(Collected data)

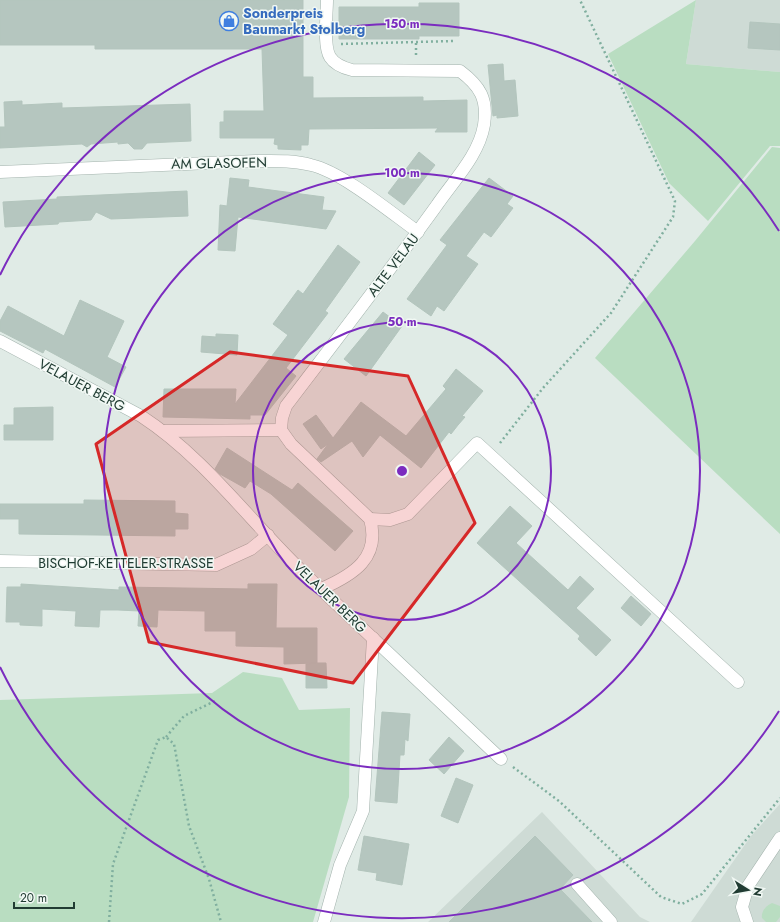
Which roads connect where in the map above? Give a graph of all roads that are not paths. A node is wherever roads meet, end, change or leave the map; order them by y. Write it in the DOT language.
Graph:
graph roads {
  1 [pos="328,0"];
  2 [pos="0,172"];
  3 [pos="418,232"];
  4 [pos="0,341"];
  5 [pos="281,430"];
  6 [pos="163,431"];
  7 [pos="370,518"];
  8 [pos="268,535"];
  9 [pos="0,562"];
  10 [pos="321,589"];
  11 [pos="373,638"];
  12 [pos="738,682"];
  13 [pos="501,758"];
  14 [pos="780,838"];
  15 [pos="577,884"];
  16 [pos="324,922"];
  17 [pos="611,922"];
  18 [pos="747,922"];
  1 -- 3 [label="street, ALTE VELAU"];
  2 -- 3 [label="street, AM GLASOFEN"];
  3 -- 5 [label="street, ALTE VELAU"];
  4 -- 6 [label="street, VELAUER BERG"];
  5 -- 6 [label="street"];
  5 -- 7 [label="street"];
  6 -- 8 [label="street, VELAUER BERG"];
  7 -- 10 [label="street"];
  7 -- 12 [label="street"];
  8 -- 9 [label="street, BISCHOF-KETTELER-STRASSE"];
  8 -- 10 [label="street, VELAUER BERG"];
  10 -- 11 [label="street, VELAUER BERG"];
  11 -- 13 [label="street, VELAUER BERG"];
  11 -- 16 [label="street"];
  14 -- 18 [label="street"];
  15 -- 17 [label="street"];
}
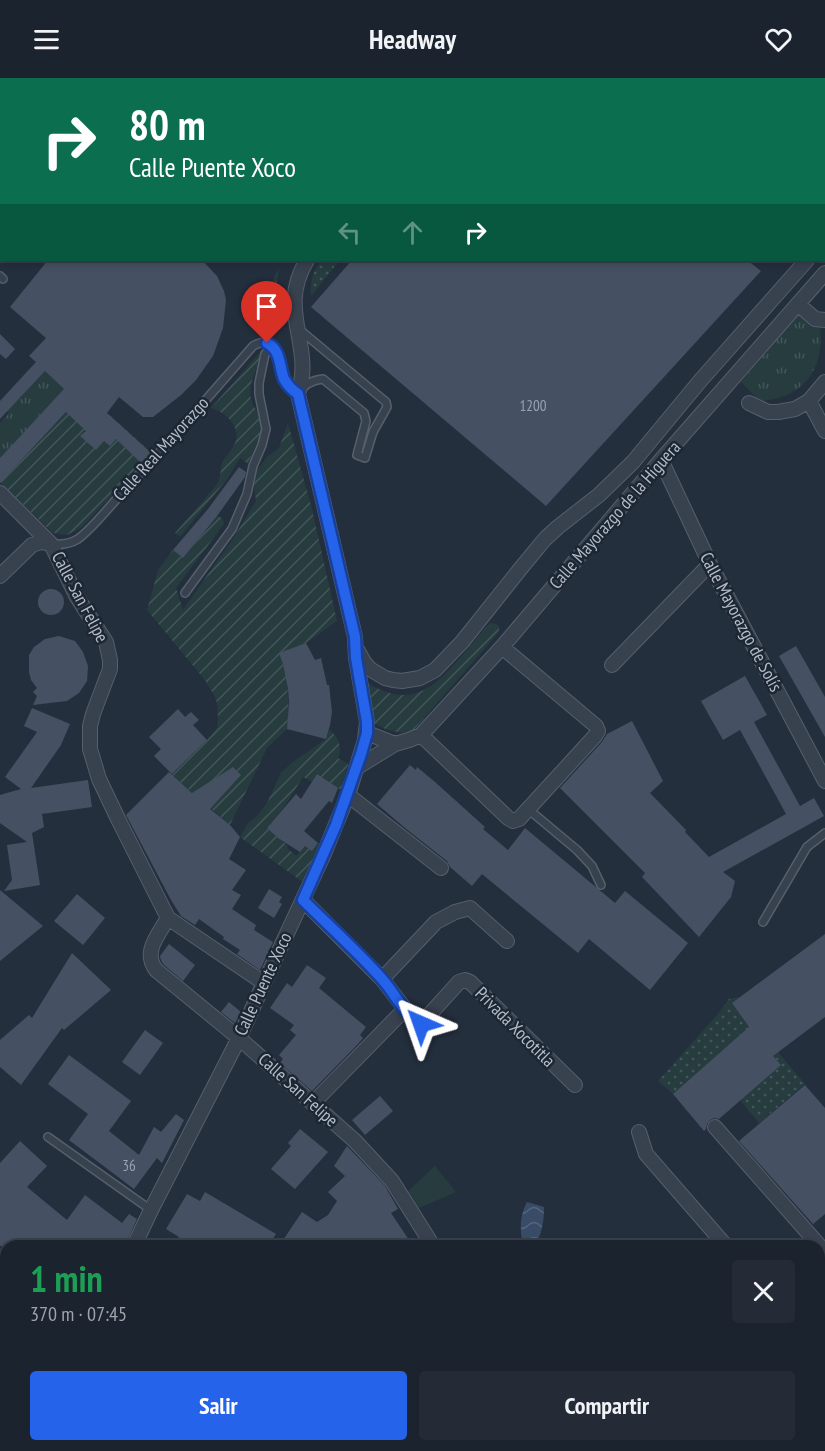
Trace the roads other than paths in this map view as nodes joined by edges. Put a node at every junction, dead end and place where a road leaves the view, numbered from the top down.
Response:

Your objective.
Please copy the data above exactly, omitting the pictures.

Response.
Which roads connect where in the map above? Give a graph of all roads that are not paths. A node is wherever roads meet, end, change or leave the map; order them by y. Write it in the DOT language.
Graph:
graph roads {
  1 [pos="328,0"];
  2 [pos="0,172"];
  3 [pos="418,232"];
  4 [pos="0,341"];
  5 [pos="281,430"];
  6 [pos="163,431"];
  7 [pos="370,518"];
  8 [pos="268,535"];
  9 [pos="0,562"];
  10 [pos="321,589"];
  11 [pos="373,638"];
  12 [pos="738,682"];
  13 [pos="501,758"];
  14 [pos="780,838"];
  15 [pos="577,884"];
  16 [pos="324,922"];
  17 [pos="611,922"];
  18 [pos="747,922"];
  1 -- 3 [label="street, ALTE VELAU"];
  2 -- 3 [label="street, AM GLASOFEN"];
  3 -- 5 [label="street, ALTE VELAU"];
  4 -- 6 [label="street, VELAUER BERG"];
  5 -- 6 [label="street"];
  5 -- 7 [label="street"];
  6 -- 8 [label="street, VELAUER BERG"];
  7 -- 10 [label="street"];
  7 -- 12 [label="street"];
  8 -- 9 [label="street, BISCHOF-KETTELER-STRASSE"];
  8 -- 10 [label="street, VELAUER BERG"];
  10 -- 11 [label="street, VELAUER BERG"];
  11 -- 13 [label="street, VELAUER BERG"];
  11 -- 16 [label="street"];
  14 -- 18 [label="street"];
  15 -- 17 [label="street"];
}
Trace the roads other than paths in this map view as nodes joined by edges. Put a node at every junction, dead end and place where a road leaves the view, numbered from the top down.
Response:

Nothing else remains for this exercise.